There is a particular kind of flattery that arrives before you are ready for it. The McGill student collective behind Nous Sommes RONA / We Are RONA has now formally acknowledged that the Flemish public broadcasting cooperative reached out about licensing. The collective's response — warm, careful, non-committal — is the correct one. But the moment deserves to be sat with, because it asks a question that RONAn cultural life has not yet had to answer at volume: can an identity that is still being written travel without being mistranslated?

The documentary series, made by students working across McGill's bilingual media program, grew out of something genuinely local. Its subject is border community memory — the texture of life along the old US–Canadian frontier that became, after 2036, a line inside a new country. In one early episode, a retired postmistress from Derby Line, Vermont, describes sorting mail for addresses that technically shifted sovereignty while she was on vacation; she laughs telling it, and the laughter is complicated. The people in this film are speaking to their neighbors, not to camera. Much of what passes for documentary filmmaking about political rupture mistakes the wound for the whole story. Nous Sommes RONA is interested in the scar tissue, the accommodation, the way a community decides what to keep.

That is also, one suspects, precisely what the Flemish cooperative finds compelling. European public broadcasters have spent a decade developing programming about what it means to live through the recomposition of a political map — Catalonia, Scotland, the aftermath of EU enlargement in the east. A documentary that asks how ordinary people rebuild civic identity after a border moves is, to a European eye, immediately legible. The surface details change. The grammar does not.

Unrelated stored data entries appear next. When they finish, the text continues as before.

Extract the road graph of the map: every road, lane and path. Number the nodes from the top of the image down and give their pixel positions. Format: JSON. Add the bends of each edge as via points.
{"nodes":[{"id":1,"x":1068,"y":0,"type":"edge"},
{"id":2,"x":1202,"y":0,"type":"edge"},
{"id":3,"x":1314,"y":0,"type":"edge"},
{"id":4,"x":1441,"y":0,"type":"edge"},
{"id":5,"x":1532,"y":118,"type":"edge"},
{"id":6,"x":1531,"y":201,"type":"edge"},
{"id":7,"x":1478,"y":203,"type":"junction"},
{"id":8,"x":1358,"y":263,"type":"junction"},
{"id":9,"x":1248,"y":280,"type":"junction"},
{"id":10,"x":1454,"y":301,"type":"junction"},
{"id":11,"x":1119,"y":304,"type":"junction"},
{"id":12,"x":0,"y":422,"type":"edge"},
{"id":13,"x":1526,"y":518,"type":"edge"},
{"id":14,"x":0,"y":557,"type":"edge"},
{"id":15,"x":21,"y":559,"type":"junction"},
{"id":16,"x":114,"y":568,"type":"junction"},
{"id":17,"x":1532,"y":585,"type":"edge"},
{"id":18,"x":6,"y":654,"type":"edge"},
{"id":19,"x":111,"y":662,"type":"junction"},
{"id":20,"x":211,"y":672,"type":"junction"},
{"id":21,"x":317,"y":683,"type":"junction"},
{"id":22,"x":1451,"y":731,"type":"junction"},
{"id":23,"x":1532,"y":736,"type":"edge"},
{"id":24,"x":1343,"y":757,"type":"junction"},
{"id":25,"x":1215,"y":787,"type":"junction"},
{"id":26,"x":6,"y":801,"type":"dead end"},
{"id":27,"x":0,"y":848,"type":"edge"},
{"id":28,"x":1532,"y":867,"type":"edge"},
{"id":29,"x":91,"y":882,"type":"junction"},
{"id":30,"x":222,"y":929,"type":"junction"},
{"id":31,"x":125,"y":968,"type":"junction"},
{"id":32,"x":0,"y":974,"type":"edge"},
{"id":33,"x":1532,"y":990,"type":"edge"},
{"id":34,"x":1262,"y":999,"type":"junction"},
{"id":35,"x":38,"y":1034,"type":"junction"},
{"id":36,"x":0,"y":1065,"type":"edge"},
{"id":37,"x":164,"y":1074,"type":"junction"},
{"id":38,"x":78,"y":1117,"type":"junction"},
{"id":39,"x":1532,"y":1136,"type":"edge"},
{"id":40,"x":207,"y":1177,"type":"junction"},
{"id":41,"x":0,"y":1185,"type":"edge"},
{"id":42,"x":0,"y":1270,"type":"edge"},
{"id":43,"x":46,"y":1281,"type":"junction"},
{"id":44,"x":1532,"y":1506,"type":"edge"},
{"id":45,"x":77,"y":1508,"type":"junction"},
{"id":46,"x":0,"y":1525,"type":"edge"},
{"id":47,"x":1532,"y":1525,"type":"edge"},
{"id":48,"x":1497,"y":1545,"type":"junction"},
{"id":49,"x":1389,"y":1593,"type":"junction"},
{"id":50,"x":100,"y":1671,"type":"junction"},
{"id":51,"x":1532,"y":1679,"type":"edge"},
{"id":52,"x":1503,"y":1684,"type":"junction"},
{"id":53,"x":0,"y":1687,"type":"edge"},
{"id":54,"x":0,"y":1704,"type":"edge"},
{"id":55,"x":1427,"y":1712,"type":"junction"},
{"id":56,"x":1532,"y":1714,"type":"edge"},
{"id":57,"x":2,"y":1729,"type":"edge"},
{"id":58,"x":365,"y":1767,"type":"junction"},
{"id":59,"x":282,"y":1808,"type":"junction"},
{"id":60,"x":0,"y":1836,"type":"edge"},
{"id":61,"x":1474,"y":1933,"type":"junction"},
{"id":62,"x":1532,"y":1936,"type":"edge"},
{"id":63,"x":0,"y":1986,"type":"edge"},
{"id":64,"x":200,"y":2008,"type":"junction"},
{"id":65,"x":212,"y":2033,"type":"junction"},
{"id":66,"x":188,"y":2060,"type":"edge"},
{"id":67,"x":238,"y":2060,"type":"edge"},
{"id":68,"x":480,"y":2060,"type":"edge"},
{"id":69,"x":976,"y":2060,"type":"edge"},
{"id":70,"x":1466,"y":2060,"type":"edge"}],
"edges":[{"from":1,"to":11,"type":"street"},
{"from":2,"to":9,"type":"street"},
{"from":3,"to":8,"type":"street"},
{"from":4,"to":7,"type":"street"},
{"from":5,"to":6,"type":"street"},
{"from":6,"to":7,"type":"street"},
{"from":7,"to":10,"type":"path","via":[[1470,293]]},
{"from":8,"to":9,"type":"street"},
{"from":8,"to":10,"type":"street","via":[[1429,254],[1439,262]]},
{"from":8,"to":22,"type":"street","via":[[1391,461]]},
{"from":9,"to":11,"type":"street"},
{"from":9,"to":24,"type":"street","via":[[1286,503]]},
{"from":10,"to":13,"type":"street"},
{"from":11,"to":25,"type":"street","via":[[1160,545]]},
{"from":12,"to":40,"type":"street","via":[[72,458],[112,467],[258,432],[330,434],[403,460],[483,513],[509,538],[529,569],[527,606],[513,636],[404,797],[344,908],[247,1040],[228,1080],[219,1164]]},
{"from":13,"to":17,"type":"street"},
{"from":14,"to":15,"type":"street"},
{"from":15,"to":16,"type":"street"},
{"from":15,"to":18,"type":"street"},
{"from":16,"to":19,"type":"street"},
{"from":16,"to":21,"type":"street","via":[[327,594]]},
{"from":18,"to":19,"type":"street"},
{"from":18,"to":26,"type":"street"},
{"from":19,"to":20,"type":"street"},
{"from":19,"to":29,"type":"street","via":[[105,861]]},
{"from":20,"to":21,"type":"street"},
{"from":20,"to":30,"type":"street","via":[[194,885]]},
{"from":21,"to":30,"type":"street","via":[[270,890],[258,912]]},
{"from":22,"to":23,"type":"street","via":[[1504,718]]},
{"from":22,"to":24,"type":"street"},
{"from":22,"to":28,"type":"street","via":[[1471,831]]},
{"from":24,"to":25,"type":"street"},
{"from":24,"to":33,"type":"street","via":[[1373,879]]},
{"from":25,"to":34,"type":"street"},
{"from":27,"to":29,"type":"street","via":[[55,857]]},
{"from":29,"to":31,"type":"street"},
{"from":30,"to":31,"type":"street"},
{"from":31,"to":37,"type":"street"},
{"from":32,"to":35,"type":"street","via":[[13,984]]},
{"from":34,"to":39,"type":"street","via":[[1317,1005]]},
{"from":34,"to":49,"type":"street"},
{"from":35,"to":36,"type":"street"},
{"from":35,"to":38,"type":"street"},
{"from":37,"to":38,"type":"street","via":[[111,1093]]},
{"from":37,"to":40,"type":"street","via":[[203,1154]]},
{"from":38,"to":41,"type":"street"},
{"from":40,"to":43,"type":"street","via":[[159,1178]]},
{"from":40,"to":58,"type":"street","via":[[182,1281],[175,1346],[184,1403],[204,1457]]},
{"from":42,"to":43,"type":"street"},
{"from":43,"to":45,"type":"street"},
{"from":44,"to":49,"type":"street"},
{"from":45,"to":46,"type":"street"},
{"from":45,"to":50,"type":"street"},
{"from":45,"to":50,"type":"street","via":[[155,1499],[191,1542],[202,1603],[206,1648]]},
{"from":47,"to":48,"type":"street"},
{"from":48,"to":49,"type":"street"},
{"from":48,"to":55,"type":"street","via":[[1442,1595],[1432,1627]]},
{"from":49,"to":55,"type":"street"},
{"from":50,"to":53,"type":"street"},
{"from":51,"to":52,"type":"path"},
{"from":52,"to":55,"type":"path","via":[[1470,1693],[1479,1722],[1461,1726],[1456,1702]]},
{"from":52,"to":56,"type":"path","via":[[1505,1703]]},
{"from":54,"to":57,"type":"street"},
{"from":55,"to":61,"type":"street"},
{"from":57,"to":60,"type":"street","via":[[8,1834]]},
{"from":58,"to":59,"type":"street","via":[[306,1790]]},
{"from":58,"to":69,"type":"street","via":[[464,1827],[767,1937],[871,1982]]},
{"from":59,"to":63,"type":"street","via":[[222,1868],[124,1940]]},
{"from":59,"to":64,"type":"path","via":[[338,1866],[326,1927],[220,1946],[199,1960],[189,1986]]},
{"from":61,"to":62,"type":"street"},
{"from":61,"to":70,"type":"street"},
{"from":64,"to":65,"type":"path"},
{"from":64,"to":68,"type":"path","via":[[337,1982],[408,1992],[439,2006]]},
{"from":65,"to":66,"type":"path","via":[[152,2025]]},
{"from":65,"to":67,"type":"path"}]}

This is where the portability question becomes genuinely interesting, and not merely flattering to contemplate. The collective's statement that the series was "made for RONAn audiences first" is not modesty. It is a load-bearing sentence. What makes the documentary work — its intimacy, its untranslated code-switching between English and Québécois French, its assumption that the viewer already carries a certain weight of recent history — is not incidental. It is structural. A Flemish viewer in Ghent does not know what it felt like to watch the Canadian government dissolve. They do not carry the particular grief, or the particular relief, of the spring of 2036. The question any expansion must answer is whether that missing context can be supplied by framing alone, or whether it simply has to be leaned into — allowed to remain opaque, and trusted to reward the effort.

None of this means the series cannot travel. It means that travel requires a decision. Not an edit — the work should not be domesticated for a foreign audience — but a deliberate choice about whether to contextualize for viewers who lack the instilled knowledge, or to allow the opacity to stand. Both are legitimate. The second is the braver one, and often the more honest.

What is striking about the collective's public statement is that the student filmmakers seem to already understand this. There is no rush toward a deal. There is no breathless announcement. There is a note of thanks and a quiet indication that they are consulting their faculty advisors about what an expansion would require. That is not institutional caution — the collective has no institution in the formal sense. That is artistic caution, which is something rarer and more valuable.

RONAn cultural identity is, without apology, incomplete. It is being assembled in real time from Québécois and Acadian memory, from the civic traditions of the old northeastern states, from the experience of immigrants who arrived into a country that did not yet fully exist when they applied. That incompleteness is not a weakness. It is a description. Whether that description can survive translation into the language of international co-production — which tends to prefer resolution over process — depends entirely on who is doing the carrying, and how closely they are paying attention. This collective seems to be paying attention.